**Instructions to follow**:
Could you set down all of the data again, exactly as it stands?

[Collected data]
--------------------------------

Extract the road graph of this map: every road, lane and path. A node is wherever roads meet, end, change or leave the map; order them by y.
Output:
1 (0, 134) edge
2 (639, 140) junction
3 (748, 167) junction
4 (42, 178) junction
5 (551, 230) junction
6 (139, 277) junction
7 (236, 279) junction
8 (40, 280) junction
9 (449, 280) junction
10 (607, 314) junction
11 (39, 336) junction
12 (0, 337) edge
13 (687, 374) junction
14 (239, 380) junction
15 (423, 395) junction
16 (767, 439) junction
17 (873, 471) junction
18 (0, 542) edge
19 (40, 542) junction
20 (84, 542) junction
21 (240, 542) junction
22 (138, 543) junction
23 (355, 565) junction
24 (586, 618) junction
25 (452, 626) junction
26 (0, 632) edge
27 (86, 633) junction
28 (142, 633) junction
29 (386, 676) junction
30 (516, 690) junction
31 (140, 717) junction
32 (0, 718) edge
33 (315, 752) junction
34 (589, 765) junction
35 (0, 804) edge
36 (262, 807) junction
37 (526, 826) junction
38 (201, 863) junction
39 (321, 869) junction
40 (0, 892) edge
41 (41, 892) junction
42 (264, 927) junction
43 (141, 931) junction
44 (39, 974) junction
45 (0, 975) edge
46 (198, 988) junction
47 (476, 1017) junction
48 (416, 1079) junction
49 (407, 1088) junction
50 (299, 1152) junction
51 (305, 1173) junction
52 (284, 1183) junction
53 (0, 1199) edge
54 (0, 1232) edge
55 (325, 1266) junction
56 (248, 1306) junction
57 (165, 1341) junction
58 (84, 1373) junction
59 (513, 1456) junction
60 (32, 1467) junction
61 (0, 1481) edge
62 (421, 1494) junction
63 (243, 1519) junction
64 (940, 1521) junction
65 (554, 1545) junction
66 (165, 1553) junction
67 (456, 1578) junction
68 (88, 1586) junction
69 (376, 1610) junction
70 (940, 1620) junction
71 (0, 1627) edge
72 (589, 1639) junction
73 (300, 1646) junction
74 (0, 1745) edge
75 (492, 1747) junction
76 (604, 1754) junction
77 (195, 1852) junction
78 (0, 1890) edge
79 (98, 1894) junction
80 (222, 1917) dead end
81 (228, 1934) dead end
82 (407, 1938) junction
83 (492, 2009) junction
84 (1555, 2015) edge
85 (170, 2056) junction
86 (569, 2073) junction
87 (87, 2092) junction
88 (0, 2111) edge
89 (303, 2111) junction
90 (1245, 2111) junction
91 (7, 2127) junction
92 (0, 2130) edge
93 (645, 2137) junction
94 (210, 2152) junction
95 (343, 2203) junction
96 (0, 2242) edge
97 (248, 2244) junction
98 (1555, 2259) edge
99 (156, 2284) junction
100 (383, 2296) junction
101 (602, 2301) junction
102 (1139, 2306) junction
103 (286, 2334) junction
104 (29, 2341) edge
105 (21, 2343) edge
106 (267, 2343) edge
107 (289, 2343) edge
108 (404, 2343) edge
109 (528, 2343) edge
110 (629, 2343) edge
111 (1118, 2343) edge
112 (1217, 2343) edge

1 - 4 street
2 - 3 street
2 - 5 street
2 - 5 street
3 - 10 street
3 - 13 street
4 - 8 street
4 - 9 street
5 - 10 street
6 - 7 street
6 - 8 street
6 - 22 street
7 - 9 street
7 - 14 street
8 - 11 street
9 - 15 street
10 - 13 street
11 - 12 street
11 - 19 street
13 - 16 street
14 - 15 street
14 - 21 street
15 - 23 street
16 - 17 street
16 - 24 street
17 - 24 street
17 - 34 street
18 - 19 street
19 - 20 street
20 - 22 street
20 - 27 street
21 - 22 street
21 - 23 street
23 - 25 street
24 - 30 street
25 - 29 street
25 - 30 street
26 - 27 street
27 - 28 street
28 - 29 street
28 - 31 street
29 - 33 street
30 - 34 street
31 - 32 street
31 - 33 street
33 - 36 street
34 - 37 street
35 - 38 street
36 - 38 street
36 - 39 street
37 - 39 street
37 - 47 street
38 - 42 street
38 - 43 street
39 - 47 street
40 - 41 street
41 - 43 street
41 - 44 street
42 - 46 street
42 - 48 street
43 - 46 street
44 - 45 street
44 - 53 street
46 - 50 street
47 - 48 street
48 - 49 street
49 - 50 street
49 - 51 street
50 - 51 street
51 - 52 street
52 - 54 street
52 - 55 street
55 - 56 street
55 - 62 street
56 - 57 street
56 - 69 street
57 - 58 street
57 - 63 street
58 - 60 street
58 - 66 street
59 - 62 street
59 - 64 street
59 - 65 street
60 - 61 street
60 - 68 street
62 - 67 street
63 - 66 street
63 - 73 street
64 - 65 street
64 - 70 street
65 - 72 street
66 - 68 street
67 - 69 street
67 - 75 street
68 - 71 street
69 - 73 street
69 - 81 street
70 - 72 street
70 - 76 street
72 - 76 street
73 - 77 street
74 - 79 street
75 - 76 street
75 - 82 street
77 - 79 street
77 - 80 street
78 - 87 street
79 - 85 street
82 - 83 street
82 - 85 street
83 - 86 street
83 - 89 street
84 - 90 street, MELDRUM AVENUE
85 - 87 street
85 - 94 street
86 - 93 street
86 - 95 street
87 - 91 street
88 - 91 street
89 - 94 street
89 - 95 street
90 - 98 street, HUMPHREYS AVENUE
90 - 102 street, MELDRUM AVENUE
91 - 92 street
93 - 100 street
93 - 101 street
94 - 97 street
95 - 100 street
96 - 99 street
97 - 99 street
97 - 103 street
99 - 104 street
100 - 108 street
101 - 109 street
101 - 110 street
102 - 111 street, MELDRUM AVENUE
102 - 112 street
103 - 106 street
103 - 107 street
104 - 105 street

--------------------------------

**Answer to the problem**:
Extract the road graph of this map: every road, lane and path. A node is wherever roads meet, end, change or leave the map; order them by y.
Output:
1 (0, 134) edge
2 (639, 140) junction
3 (748, 167) junction
4 (42, 178) junction
5 (551, 230) junction
6 (139, 277) junction
7 (236, 279) junction
8 (40, 280) junction
9 (449, 280) junction
10 (607, 314) junction
11 (39, 336) junction
12 (0, 337) edge
13 (687, 374) junction
14 (239, 380) junction
15 (423, 395) junction
16 (767, 439) junction
17 (873, 471) junction
18 (0, 542) edge
19 (40, 542) junction
20 (84, 542) junction
21 (240, 542) junction
22 (138, 543) junction
23 (355, 565) junction
24 (586, 618) junction
25 (452, 626) junction
26 (0, 632) edge
27 (86, 633) junction
28 (142, 633) junction
29 (386, 676) junction
30 (516, 690) junction
31 (140, 717) junction
32 (0, 718) edge
33 (315, 752) junction
34 (589, 765) junction
35 (0, 804) edge
36 (262, 807) junction
37 (526, 826) junction
38 (201, 863) junction
39 (321, 869) junction
40 (0, 892) edge
41 (41, 892) junction
42 (264, 927) junction
43 (141, 931) junction
44 (39, 974) junction
45 (0, 975) edge
46 (198, 988) junction
47 (476, 1017) junction
48 (416, 1079) junction
49 (407, 1088) junction
50 (299, 1152) junction
51 (305, 1173) junction
52 (284, 1183) junction
53 (0, 1199) edge
54 (0, 1232) edge
55 (325, 1266) junction
56 (248, 1306) junction
57 (165, 1341) junction
58 (84, 1373) junction
59 (513, 1456) junction
60 (32, 1467) junction
61 (0, 1481) edge
62 (421, 1494) junction
63 (243, 1519) junction
64 (940, 1521) junction
65 (554, 1545) junction
66 (165, 1553) junction
67 (456, 1578) junction
68 (88, 1586) junction
69 (376, 1610) junction
70 (940, 1620) junction
71 (0, 1627) edge
72 (589, 1639) junction
73 (300, 1646) junction
74 (0, 1745) edge
75 (492, 1747) junction
76 (604, 1754) junction
77 (195, 1852) junction
78 (0, 1890) edge
79 (98, 1894) junction
80 (222, 1917) dead end
81 (228, 1934) dead end
82 (407, 1938) junction
83 (492, 2009) junction
84 (1555, 2015) edge
85 (170, 2056) junction
86 (569, 2073) junction
87 (87, 2092) junction
88 (0, 2111) edge
89 (303, 2111) junction
90 (1245, 2111) junction
91 (7, 2127) junction
92 (0, 2130) edge
93 (645, 2137) junction
94 (210, 2152) junction
95 (343, 2203) junction
96 (0, 2242) edge
97 (248, 2244) junction
98 (1555, 2259) edge
99 (156, 2284) junction
100 (383, 2296) junction
101 (602, 2301) junction
102 (1139, 2306) junction
103 (286, 2334) junction
104 (29, 2341) edge
105 (21, 2343) edge
106 (267, 2343) edge
107 (289, 2343) edge
108 (404, 2343) edge
109 (528, 2343) edge
110 (629, 2343) edge
111 (1118, 2343) edge
112 (1217, 2343) edge

1 - 4 street
2 - 3 street
2 - 5 street
2 - 5 street
3 - 10 street
3 - 13 street
4 - 8 street
4 - 9 street
5 - 10 street
6 - 7 street
6 - 8 street
6 - 22 street
7 - 9 street
7 - 14 street
8 - 11 street
9 - 15 street
10 - 13 street
11 - 12 street
11 - 19 street
13 - 16 street
14 - 15 street
14 - 21 street
15 - 23 street
16 - 17 street
16 - 24 street
17 - 24 street
17 - 34 street
18 - 19 street
19 - 20 street
20 - 22 street
20 - 27 street
21 - 22 street
21 - 23 street
23 - 25 street
24 - 30 street
25 - 29 street
25 - 30 street
26 - 27 street
27 - 28 street
28 - 29 street
28 - 31 street
29 - 33 street
30 - 34 street
31 - 32 street
31 - 33 street
33 - 36 street
34 - 37 street
35 - 38 street
36 - 38 street
36 - 39 street
37 - 39 street
37 - 47 street
38 - 42 street
38 - 43 street
39 - 47 street
40 - 41 street
41 - 43 street
41 - 44 street
42 - 46 street
42 - 48 street
43 - 46 street
44 - 45 street
44 - 53 street
46 - 50 street
47 - 48 street
48 - 49 street
49 - 50 street
49 - 51 street
50 - 51 street
51 - 52 street
52 - 54 street
52 - 55 street
55 - 56 street
55 - 62 street
56 - 57 street
56 - 69 street
57 - 58 street
57 - 63 street
58 - 60 street
58 - 66 street
59 - 62 street
59 - 64 street
59 - 65 street
60 - 61 street
60 - 68 street
62 - 67 street
63 - 66 street
63 - 73 street
64 - 65 street
64 - 70 street
65 - 72 street
66 - 68 street
67 - 69 street
67 - 75 street
68 - 71 street
69 - 73 street
69 - 81 street
70 - 72 street
70 - 76 street
72 - 76 street
73 - 77 street
74 - 79 street
75 - 76 street
75 - 82 street
77 - 79 street
77 - 80 street
78 - 87 street
79 - 85 street
82 - 83 street
82 - 85 street
83 - 86 street
83 - 89 street
84 - 90 street, MELDRUM AVENUE
85 - 87 street
85 - 94 street
86 - 93 street
86 - 95 street
87 - 91 street
88 - 91 street
89 - 94 street
89 - 95 street
90 - 98 street, HUMPHREYS AVENUE
90 - 102 street, MELDRUM AVENUE
91 - 92 street
93 - 100 street
93 - 101 street
94 - 97 street
95 - 100 street
96 - 99 street
97 - 99 street
97 - 103 street
99 - 104 street
100 - 108 street
101 - 109 street
101 - 110 street
102 - 111 street, MELDRUM AVENUE
102 - 112 street
103 - 106 street
103 - 107 street
104 - 105 street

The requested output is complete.